どの時間にどの方向から日が入るかを理解することができ、そこから窓の位置を決めるなど設計側にフィードバックをすることもできます。また、完成後に水漏れなど何か不具合が出た時に、建物実物とBIMモデルを照らし合わせて検証を行うこともできます。
建築の維持管理段階でもBIMデータが活用されることにより、建築のコストダウンや長寿命化、環境面での成果につながります。

今後の展望

色々とBIMでできること、可能性について書いてきましたが、正直なところ運用の部分では現状では色々と問題があります。

私もこれまで様々な規模のプロジェクトにBIMを使って関わってきましたが、一般的にはまだ1.の可視化ツールとしての利用以外はまだ本格的には利用できていないと言うのが現状です。

理由は単純で、扱える技術者が圧倒的に不足しており、設計側がBIMで図面を書いても施工側が対応できない、また反対もあったりします。関連業者全てがBIMで業務を行えないと、一気通貫でBIMデータの理由ができず、BIMを使うメリットが小さくなってしまうからです。

しかしながら、私がスイスにいた2019年でも、クライアントからBIMでの3次元モデルでの納品を求められ、急速で対応をしていきました。

日本でも令和5年度までに全ての公共工事におけるBIMを原則適用という通達を出していますが、現段階では、事業者側へもBIMの認知はそれほど高くないのが現状です。

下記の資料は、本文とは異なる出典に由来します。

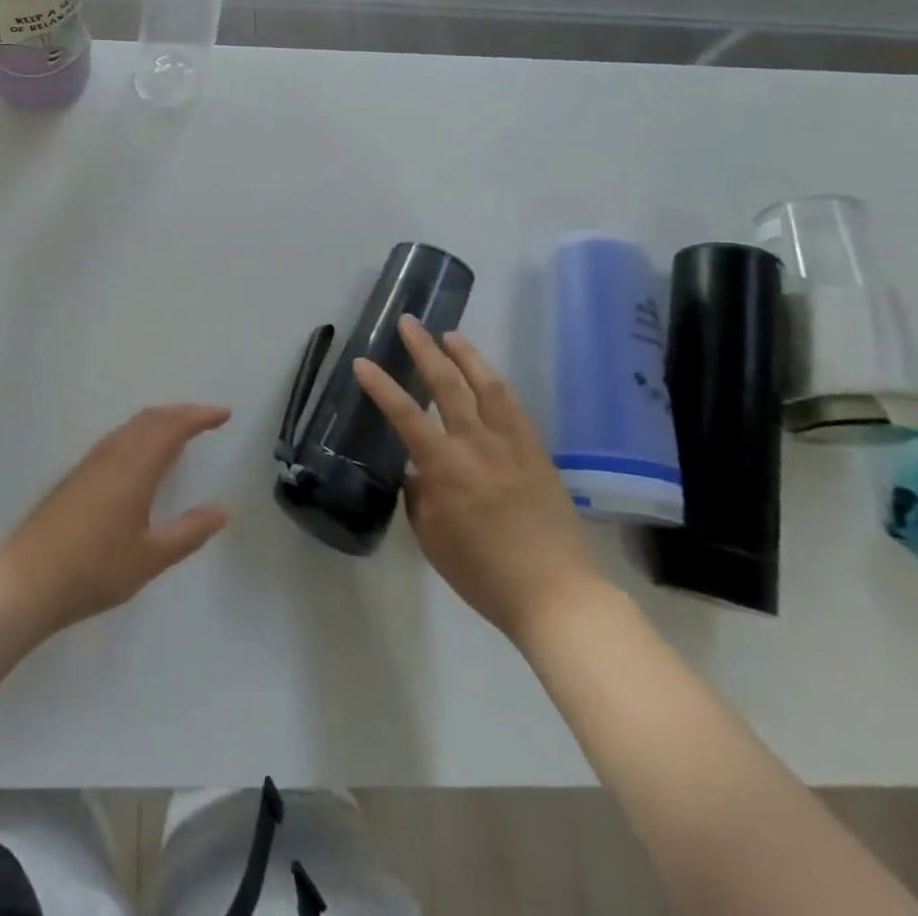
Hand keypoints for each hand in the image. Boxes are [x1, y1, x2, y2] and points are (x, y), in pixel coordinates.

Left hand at [0, 405, 232, 634]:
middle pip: (151, 419)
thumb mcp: (150, 558)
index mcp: (135, 468)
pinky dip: (141, 433)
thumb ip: (189, 532)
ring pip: (131, 427)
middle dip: (182, 413)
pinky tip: (143, 455)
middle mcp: (113, 455)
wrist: (27, 579)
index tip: (224, 414)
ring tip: (181, 431)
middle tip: (208, 419)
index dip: (199, 417)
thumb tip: (223, 510)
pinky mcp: (77, 475)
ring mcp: (91, 463)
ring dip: (160, 421)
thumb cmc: (94, 569)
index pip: (172, 428)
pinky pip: (118, 438)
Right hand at [353, 318, 604, 646]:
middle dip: (423, 349)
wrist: (555, 594)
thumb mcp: (431, 537)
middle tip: (408, 322)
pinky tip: (489, 375)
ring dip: (466, 355)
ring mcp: (511, 444)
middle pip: (446, 384)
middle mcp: (477, 444)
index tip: (362, 362)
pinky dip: (497, 383)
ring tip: (450, 334)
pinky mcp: (537, 452)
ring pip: (487, 385)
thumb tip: (417, 469)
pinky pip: (515, 407)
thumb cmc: (482, 573)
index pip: (404, 413)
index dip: (380, 385)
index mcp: (444, 466)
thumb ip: (418, 494)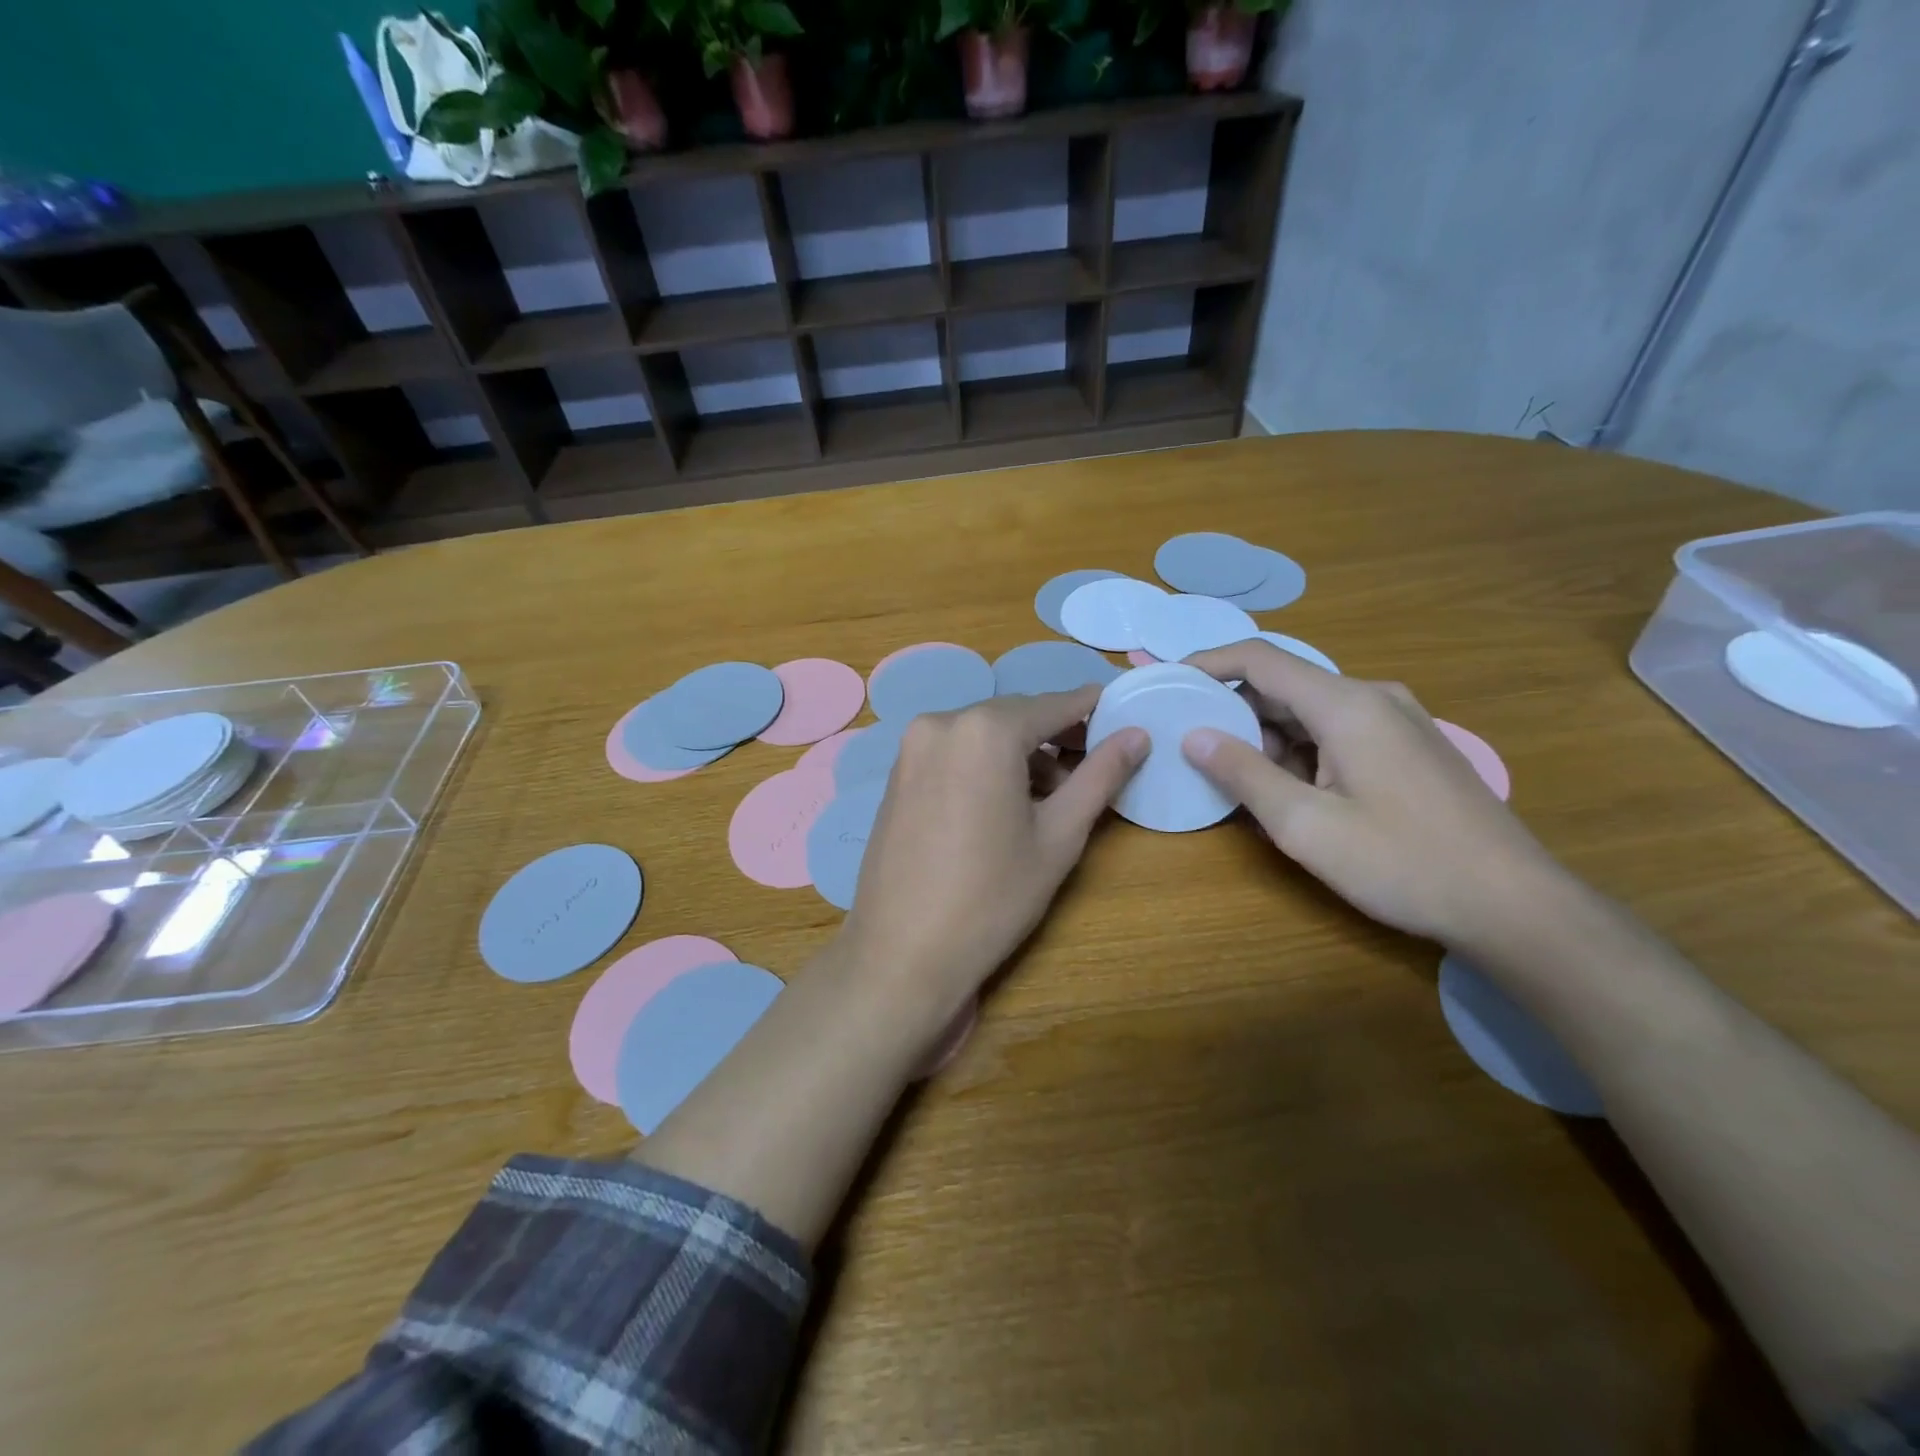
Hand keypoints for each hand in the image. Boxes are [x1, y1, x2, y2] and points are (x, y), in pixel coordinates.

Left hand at [838, 689, 1147, 1031]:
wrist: (901, 952)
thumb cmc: (992, 897)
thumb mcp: (1059, 836)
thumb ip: (1100, 776)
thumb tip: (1138, 735)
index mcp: (984, 730)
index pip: (1051, 706)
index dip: (1090, 709)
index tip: (1120, 711)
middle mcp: (941, 723)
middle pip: (1014, 717)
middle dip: (1055, 736)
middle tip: (1092, 767)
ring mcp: (911, 749)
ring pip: (982, 735)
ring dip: (1020, 754)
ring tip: (1053, 797)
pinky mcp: (897, 775)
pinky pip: (953, 753)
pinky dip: (985, 765)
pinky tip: (1004, 804)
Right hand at [1180, 641, 1566, 948]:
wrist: (1515, 904)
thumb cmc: (1402, 863)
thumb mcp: (1305, 825)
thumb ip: (1244, 774)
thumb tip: (1193, 735)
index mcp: (1346, 705)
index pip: (1260, 660)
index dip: (1208, 663)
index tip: (1169, 682)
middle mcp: (1374, 698)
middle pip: (1285, 686)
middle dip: (1236, 714)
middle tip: (1197, 752)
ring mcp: (1399, 721)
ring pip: (1311, 713)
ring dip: (1270, 741)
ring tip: (1243, 786)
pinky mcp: (1411, 747)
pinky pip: (1338, 733)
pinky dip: (1303, 754)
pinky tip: (1294, 797)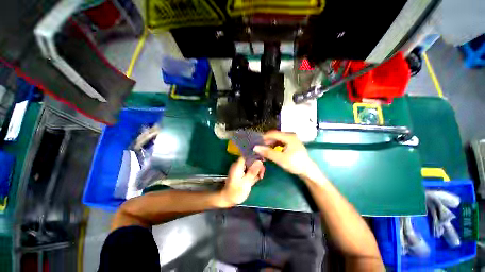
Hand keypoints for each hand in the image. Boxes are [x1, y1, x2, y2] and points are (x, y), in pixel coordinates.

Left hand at [219, 157, 264, 206]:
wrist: (228, 200)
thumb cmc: (236, 192)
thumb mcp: (246, 182)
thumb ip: (253, 171)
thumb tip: (259, 161)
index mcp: (238, 165)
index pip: (247, 155)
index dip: (255, 156)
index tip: (263, 160)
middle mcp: (239, 166)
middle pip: (250, 161)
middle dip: (257, 165)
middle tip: (262, 174)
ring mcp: (241, 170)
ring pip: (251, 166)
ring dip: (257, 170)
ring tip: (260, 177)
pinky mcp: (242, 174)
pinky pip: (250, 171)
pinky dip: (254, 174)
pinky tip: (258, 178)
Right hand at [253, 131, 317, 178]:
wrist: (308, 171)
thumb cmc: (295, 164)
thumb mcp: (280, 159)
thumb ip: (268, 152)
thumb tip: (255, 147)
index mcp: (289, 137)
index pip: (273, 133)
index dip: (264, 137)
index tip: (257, 143)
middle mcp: (290, 136)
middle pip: (275, 136)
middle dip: (267, 141)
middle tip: (260, 147)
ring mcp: (292, 140)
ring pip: (277, 139)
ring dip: (270, 144)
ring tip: (265, 150)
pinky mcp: (292, 145)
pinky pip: (281, 143)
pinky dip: (275, 146)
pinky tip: (272, 151)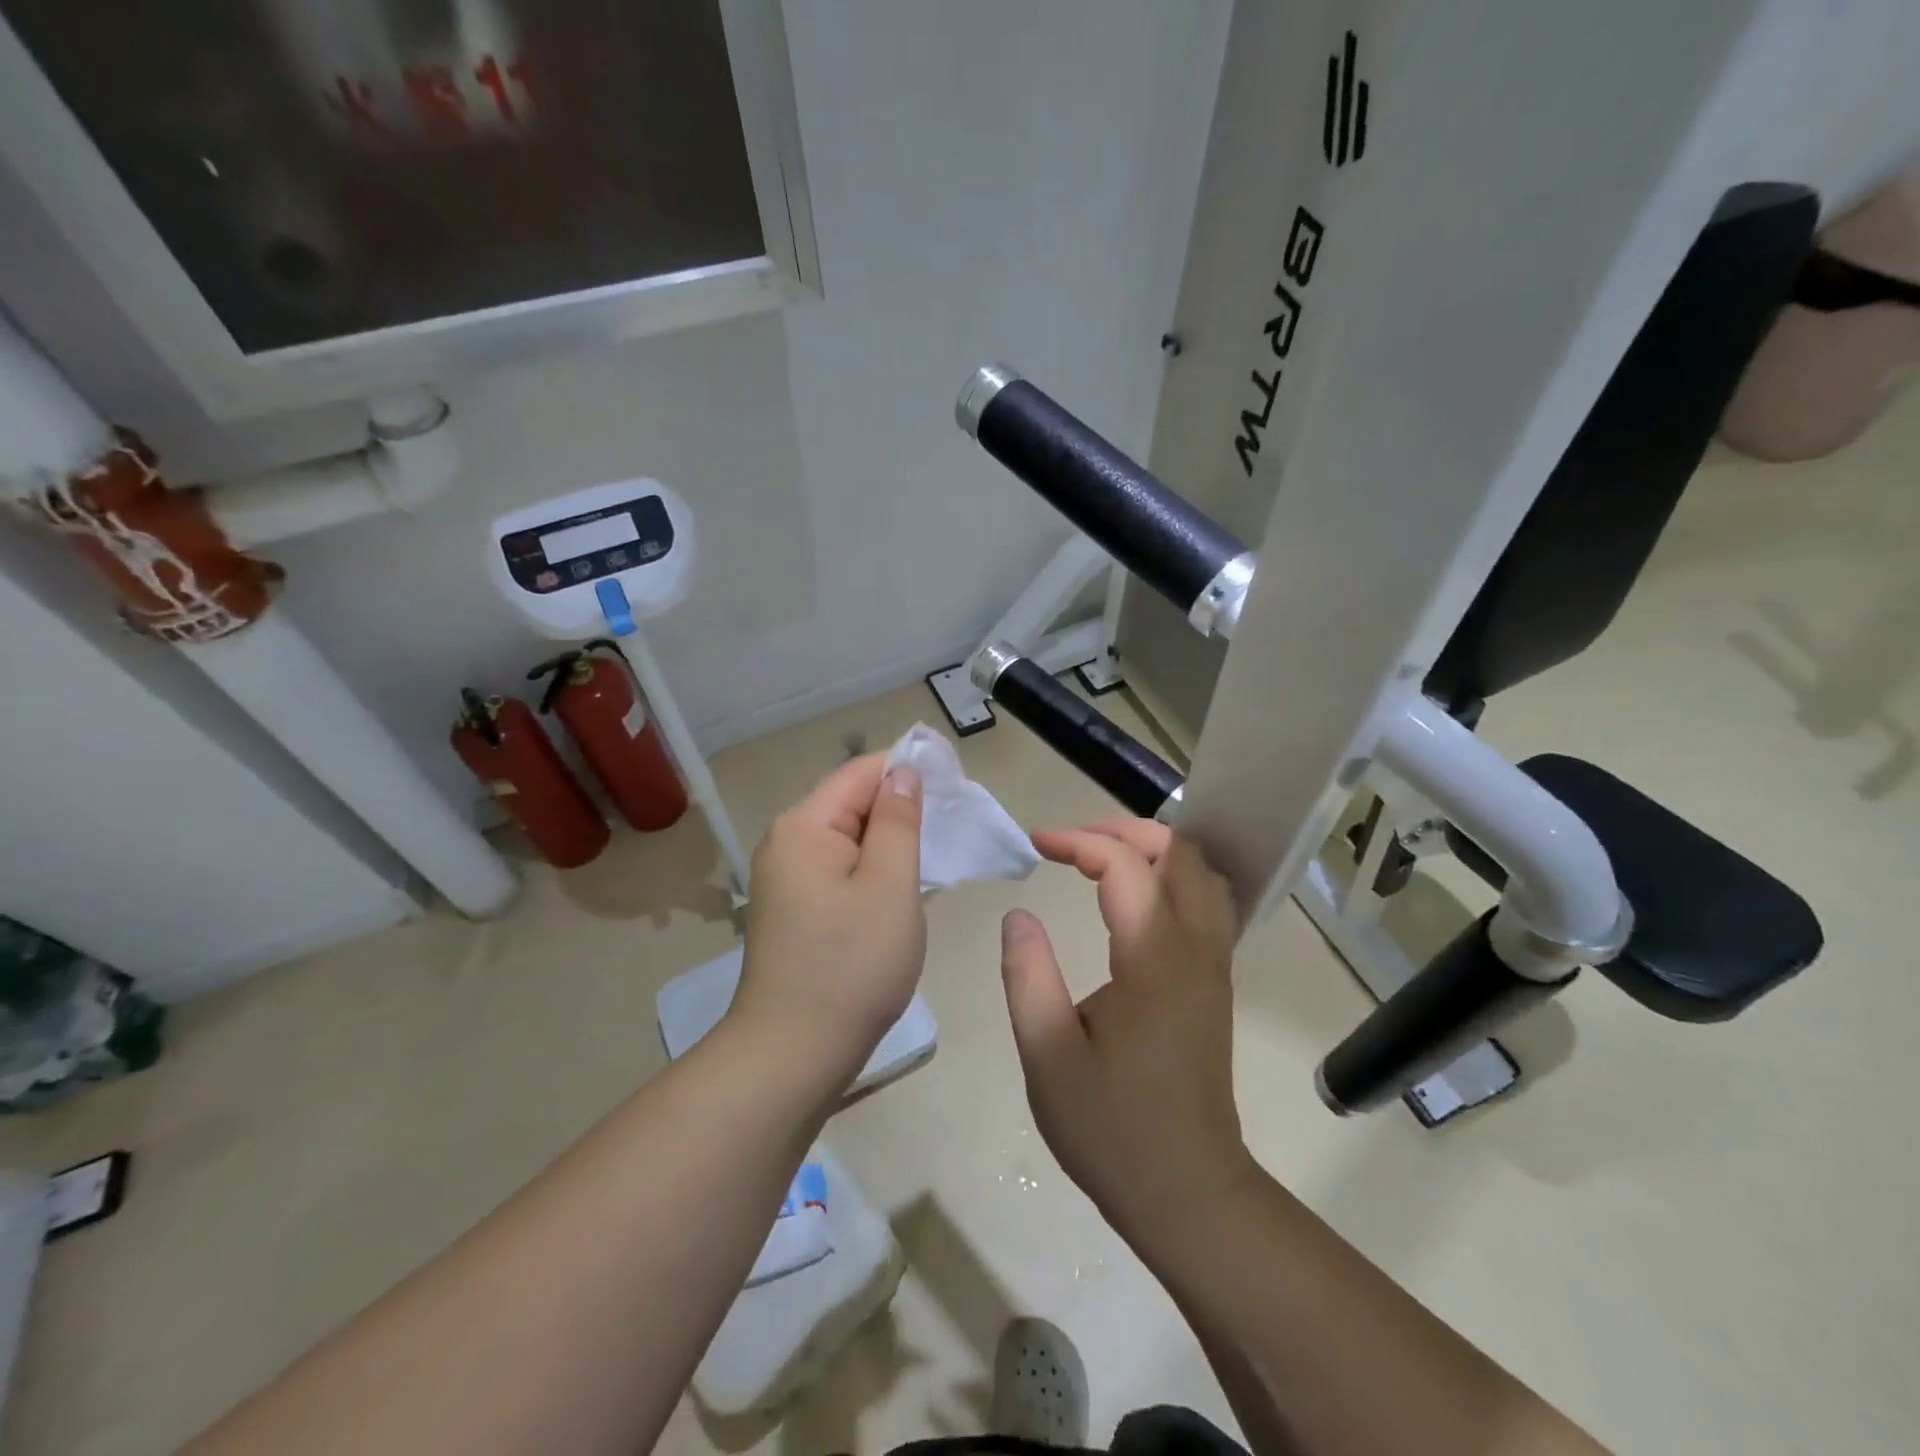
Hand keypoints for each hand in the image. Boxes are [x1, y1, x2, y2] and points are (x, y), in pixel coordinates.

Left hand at [730, 753, 925, 1091]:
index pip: (861, 772)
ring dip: (888, 841)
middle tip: (951, 827)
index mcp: (804, 825)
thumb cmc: (851, 964)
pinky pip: (838, 868)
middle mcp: (786, 842)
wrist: (793, 1053)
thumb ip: (898, 820)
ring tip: (932, 855)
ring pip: (847, 838)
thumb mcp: (889, 884)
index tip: (955, 782)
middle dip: (899, 807)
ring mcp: (784, 878)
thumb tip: (902, 772)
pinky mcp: (792, 908)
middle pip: (850, 802)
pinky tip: (897, 887)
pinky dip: (870, 869)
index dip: (907, 768)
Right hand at [1001, 819, 1254, 1247]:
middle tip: (1072, 842)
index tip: (1036, 844)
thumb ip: (1027, 975)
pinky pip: (1206, 903)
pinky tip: (1133, 898)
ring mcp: (1215, 965)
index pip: (1125, 866)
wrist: (1189, 1193)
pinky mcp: (1216, 983)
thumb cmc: (1111, 1128)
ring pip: (1202, 874)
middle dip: (1124, 830)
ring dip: (1153, 850)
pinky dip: (1171, 877)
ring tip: (1100, 860)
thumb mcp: (1047, 1055)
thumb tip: (1019, 914)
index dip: (1078, 841)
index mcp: (1154, 960)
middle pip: (1179, 852)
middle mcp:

しかしながら、BIMで設計を行うことが建築の質を高め、ビジネスを効率化できることが理解されれば、自ずと発注側からBIMで設計をしてくれという要求も出てくるように思います。
そうした時には、なかなかBIM化が進まないといった状況も一気に変わる可能性があり、そのために今から準びを着々と進めておく必要があります。